* _Task brief_: In the records below, which lines include "from"? Copy them.

(Material shown Opens)

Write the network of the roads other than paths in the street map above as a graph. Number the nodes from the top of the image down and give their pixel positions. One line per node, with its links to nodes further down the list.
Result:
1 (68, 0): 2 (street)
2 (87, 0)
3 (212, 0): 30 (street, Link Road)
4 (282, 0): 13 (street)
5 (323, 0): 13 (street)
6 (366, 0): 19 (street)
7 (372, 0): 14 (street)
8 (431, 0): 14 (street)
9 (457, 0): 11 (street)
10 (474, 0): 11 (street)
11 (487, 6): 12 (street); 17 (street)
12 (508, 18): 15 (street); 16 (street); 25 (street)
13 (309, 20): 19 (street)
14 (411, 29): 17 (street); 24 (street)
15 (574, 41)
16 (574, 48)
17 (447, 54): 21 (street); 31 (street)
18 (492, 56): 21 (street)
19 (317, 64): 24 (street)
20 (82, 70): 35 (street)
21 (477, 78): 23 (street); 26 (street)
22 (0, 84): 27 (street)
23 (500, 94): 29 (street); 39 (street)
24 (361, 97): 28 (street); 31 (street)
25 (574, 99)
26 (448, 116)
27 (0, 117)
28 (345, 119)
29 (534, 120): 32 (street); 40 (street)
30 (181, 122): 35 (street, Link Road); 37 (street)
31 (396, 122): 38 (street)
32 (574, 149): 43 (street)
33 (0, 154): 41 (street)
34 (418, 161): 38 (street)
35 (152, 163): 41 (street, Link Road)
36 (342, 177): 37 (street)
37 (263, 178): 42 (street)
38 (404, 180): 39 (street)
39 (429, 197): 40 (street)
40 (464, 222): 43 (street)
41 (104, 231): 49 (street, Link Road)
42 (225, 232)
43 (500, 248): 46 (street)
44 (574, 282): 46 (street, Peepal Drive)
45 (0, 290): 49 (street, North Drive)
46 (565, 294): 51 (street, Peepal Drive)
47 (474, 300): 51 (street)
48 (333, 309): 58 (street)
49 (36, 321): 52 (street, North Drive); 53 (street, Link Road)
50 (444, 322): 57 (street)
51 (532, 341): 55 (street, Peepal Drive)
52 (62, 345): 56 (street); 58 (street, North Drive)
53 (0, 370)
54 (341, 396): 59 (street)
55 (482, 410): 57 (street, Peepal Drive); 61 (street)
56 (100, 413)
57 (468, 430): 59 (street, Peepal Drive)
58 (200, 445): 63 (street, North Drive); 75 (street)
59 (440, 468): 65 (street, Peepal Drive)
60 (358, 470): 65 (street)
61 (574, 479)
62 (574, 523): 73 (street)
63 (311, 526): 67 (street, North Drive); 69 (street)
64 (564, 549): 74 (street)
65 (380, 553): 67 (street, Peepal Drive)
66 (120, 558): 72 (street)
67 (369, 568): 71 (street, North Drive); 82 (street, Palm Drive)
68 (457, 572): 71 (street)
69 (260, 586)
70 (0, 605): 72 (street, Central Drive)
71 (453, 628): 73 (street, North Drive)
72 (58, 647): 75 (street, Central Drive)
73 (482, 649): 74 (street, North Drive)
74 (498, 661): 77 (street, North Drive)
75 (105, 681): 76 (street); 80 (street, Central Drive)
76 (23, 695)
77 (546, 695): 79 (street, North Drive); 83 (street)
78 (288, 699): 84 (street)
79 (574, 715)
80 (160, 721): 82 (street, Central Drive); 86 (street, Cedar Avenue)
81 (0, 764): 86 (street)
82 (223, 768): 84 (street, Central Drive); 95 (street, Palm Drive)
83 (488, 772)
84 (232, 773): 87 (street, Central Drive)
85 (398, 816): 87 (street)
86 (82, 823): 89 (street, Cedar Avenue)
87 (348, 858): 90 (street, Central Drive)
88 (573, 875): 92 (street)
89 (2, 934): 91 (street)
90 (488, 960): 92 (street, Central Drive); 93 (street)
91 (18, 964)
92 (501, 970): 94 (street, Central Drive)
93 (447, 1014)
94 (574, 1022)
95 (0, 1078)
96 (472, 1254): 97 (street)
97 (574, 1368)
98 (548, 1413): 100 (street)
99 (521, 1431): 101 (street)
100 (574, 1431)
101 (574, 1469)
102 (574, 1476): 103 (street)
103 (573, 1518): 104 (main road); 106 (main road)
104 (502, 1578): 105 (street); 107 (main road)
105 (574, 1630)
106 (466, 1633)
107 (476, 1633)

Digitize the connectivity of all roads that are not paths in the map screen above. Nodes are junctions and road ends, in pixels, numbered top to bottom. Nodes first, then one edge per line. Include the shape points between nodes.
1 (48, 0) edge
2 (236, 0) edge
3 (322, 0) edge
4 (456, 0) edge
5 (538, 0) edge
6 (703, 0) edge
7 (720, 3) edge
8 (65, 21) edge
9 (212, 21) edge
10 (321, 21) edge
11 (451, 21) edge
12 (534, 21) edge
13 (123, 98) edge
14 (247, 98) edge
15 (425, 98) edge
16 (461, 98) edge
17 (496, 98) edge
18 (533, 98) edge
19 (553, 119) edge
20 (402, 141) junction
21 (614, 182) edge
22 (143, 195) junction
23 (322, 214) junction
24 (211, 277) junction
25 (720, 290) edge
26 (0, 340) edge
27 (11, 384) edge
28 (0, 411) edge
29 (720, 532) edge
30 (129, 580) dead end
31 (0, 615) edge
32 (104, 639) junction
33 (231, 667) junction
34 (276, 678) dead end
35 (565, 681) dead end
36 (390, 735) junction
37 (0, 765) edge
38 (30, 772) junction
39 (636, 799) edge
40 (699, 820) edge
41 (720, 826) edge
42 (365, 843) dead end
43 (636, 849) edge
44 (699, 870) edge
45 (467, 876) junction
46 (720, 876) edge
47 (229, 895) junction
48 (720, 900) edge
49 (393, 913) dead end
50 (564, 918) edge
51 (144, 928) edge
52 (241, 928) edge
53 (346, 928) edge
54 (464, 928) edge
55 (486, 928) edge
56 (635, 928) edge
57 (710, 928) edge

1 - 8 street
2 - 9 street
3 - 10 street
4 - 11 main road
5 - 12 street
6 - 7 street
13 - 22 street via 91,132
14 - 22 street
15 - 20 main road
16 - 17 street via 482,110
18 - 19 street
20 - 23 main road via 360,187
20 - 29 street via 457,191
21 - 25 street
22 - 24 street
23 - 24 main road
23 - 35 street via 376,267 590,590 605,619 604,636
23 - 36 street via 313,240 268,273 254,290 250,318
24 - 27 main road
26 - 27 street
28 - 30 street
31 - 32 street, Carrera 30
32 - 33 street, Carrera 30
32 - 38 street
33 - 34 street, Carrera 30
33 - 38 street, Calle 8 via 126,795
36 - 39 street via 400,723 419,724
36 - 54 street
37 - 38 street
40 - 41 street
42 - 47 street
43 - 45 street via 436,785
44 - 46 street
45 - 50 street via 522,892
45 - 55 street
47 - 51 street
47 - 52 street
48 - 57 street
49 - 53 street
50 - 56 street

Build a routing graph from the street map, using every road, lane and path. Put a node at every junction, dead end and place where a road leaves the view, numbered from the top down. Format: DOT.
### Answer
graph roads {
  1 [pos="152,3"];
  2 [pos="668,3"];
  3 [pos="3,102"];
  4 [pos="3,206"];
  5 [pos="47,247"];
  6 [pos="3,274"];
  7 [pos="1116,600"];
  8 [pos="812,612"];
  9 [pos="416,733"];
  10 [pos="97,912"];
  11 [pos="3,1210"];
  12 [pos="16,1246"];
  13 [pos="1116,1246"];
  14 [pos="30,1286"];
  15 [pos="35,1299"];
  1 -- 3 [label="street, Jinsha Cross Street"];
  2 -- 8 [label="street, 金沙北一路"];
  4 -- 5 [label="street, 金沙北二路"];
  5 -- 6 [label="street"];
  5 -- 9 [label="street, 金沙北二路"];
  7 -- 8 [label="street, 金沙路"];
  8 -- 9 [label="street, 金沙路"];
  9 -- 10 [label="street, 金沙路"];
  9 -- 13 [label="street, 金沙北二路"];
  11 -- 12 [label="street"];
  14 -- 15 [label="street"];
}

(Material shown Closes)

* _Task result_:
Write the network of the roads other than paths in the street map above as a graph. Number the nodes from the top of the image down and give their pixel positions. One line per node, with its links to nodes further down the list.
Build a routing graph from the street map, using every road, lane and path. Put a node at every junction, dead end and place where a road leaves the view, numbered from the top down. Format: DOT.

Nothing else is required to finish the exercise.